„Nie zwalczajcie zła złem”, „miłujcie waszych nieprzyjaciół i módlcie się za tych, którzy was nienawidzą”, „nie gromadźcie sobie skarbów na ziemi”.Grecki rzeczownik „fobos”, oznaczający strach, lęk, bojaźń, trwogę, przerażenie i pochodzący od niego czasownik „fobeomai” w tekście Ewangelii pojawiają się najczęściej wtedy, gdy widzimy ludzi, napotykających w swym życiu wydarzenia, wobec których czują się bezradni. Przeżywają doświadczenia, które ich nieskończenie przekraczają.
Tak jak tamtej nocy, gdy płynący łodzią, zmagający się z przeciwnym wiatrem uczniowie dostrzegają Jezusa kroczącego po tafli jeziora. Krzyczą przerażeni, lękając się zjawy. „Uspokójcie się! Ja jestem. Nie bójcie się!” – woła do nich. Na Górze Przemienienia Piotr, Jakub i Jan padają na twarz, strwożeni tym, na co patrzą. „Wstańcie! Nie bójcie się!” – słyszą, czując dotknięcie Pana. Słowa dodające odwagi pokrzepią ich też w wieczerniku, gdy przerażeni spoglądać będą z niedowierzaniem na Zmartwychwstałego.
W Ewangelii, którą słyszymy w liturgii dzisiejszej niedzieli mowa jest jednak o innym lęku. „Nie bójcie się ich!” – mówi Jezus do apostołów, przygotowując ich na spotkanie z ludźmi, którzy okażą się ich wrogami. „Nie bójcie się tych, którzy zabijają ciało”. „Nie bójcie się” – wzywa trzykrotnie, uświadamiając uczniom jak wiele warci są w oczach Boga. Lęk wobec niebezpieczeństwa jest czymś naturalnym w życiu człowieka. Jezus jednak wzywa swych uczniów, by nie dali się zniewolić strachowi, gdy będą doświadczać prześladowań i gdy życie ich znajdzie się w niebezpieczeństwie.
Chwilę wcześniej, jak relacjonuje Ewangelia, Jezus wzywał, by każdy, kto jest Jego uczniem, dzielił Jego los, stawał się do Niego podobny.
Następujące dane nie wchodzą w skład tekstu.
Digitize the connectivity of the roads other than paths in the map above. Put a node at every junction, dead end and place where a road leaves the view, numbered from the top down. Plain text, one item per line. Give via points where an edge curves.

W jaki sposób może się to dokonać? „Nie zwalczajcie zła złem”, „miłujcie waszych nieprzyjaciół i módlcie się za tych, którzy was nienawidzą”, „nie gromadźcie sobie skarbów na ziemi”, „wszystko, co chcielibyście, żeby wam ludzi czynili, i wy im czyńcie”, „niech wasza mowa będzie: tak – tak, nie – nie”. To słowa Jezusa z „Kazania na Górze”. Oto Jego „autoportret”. On tak właśnie żył.
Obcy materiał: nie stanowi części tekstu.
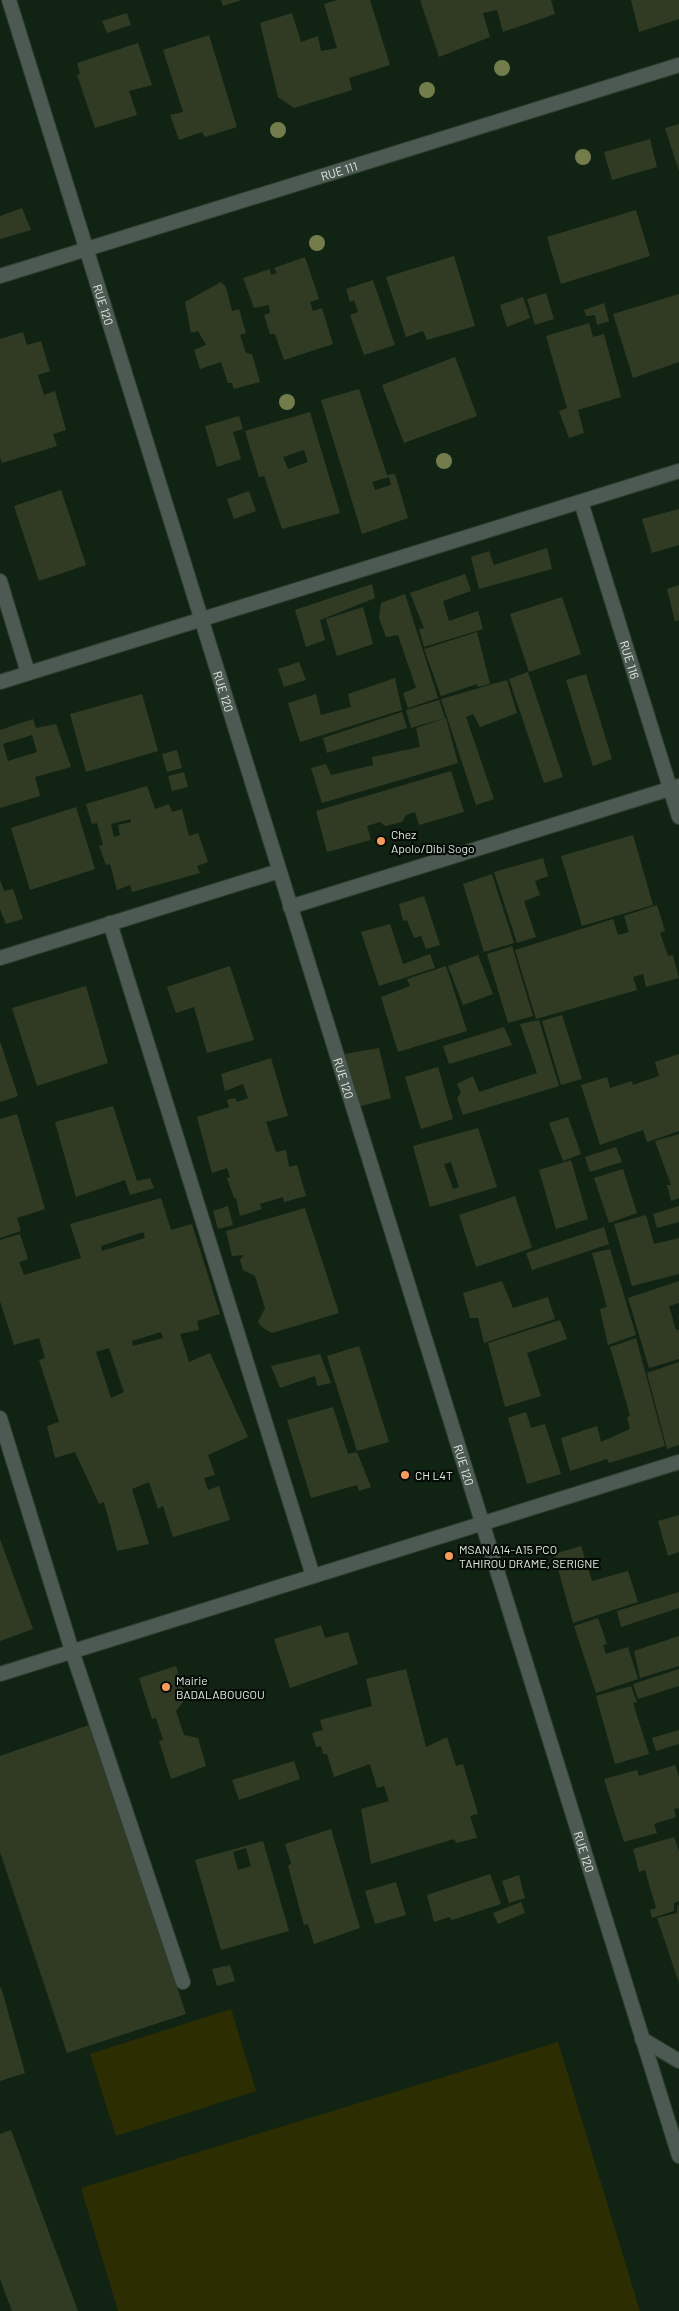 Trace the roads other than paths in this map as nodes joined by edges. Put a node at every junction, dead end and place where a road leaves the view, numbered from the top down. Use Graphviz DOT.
graph roads {
  1 [pos="9,0"];
  2 [pos="679,65"];
  3 [pos="86,249"];
  4 [pos="0,276"];
  5 [pos="679,471"];
  6 [pos="581,502"];
  7 [pos="0,581"];
  8 [pos="201,620"];
  9 [pos="28,674"];
  10 [pos="0,682"];
  11 [pos="675,787"];
  12 [pos="679,817"];
  13 [pos="279,871"];
  14 [pos="290,907"];
  15 [pos="110,923"];
  16 [pos="0,958"];
  17 [pos="0,1418"];
  18 [pos="679,1462"];
  19 [pos="482,1524"];
  20 [pos="313,1576"];
  21 [pos="72,1651"];
  22 [pos="0,1674"];
  23 [pos="182,1982"];
  24 [pos="642,2039"];
  25 [pos="679,2061"];
  26 [pos="679,2156"];
  1 -- 3 [label="street, RUE 120"];
  2 -- 3 [label="street, RUE 111"];
  3 -- 4 [label="street, RUE 111"];
  3 -- 8 [label="street, RUE 120"];
  5 -- 6 [label="street"];
  6 -- 8 [label="street"];
  6 -- 11 [label="street, RUE 116"];
  7 -- 9 [label="street"];
  8 -- 9 [label="street"];
  8 -- 13 [label="street, RUE 120"];
  9 -- 10 [label="street"];
  11 -- 12 [label="street, RUE 116"];
  11 -- 14 [label="street"];
  13 -- 14 [label="street, RUE 120"];
  13 -- 15 [label="street"];
  14 -- 19 [label="street, RUE 120"];
  15 -- 16 [label="street"];
  15 -- 20 [label="street"];
  17 -- 21 [label="street"];
  18 -- 19 [label="street"];
  19 -- 20 [label="street"];
  19 -- 24 [label="street, RUE 120"];
  20 -- 21 [label="street"];
  21 -- 22 [label="street"];
  21 -- 23 [label="street"];
  24 -- 25 [label="street"];
  24 -- 26 [label="street, RUE 120"];
}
Pod koniec II wieku pewien nieznany z imienia autor tak opisywał życie chrześcijan: „Kochają wszystkich ludzi, a wszyscy ich prześladują. Są zapoznani i potępiani, a skazywani na śmierć zyskują życie. Są ubodzy, a wzbogacają wielu. Wszystkiego im niedostaje, a opływają we wszystko. Pogardzają nimi, a oni w pogardzie tej znajdują chwałę. Spotwarzają ich, a są usprawiedliwieni. Ubliżają im, a oni błogosławią. Obrażają ich, a oni okazują wszystkim szacunek. Czynią dobrze, a karani są jak zbrodniarze. Karani, radują się jak ci, co budzą się do życia” (List do Diogneta). Wyzwoleni z niewoli strachu. Podobni do Pana. Czy tacy dziś jesteśmy? My, chrześcijanie.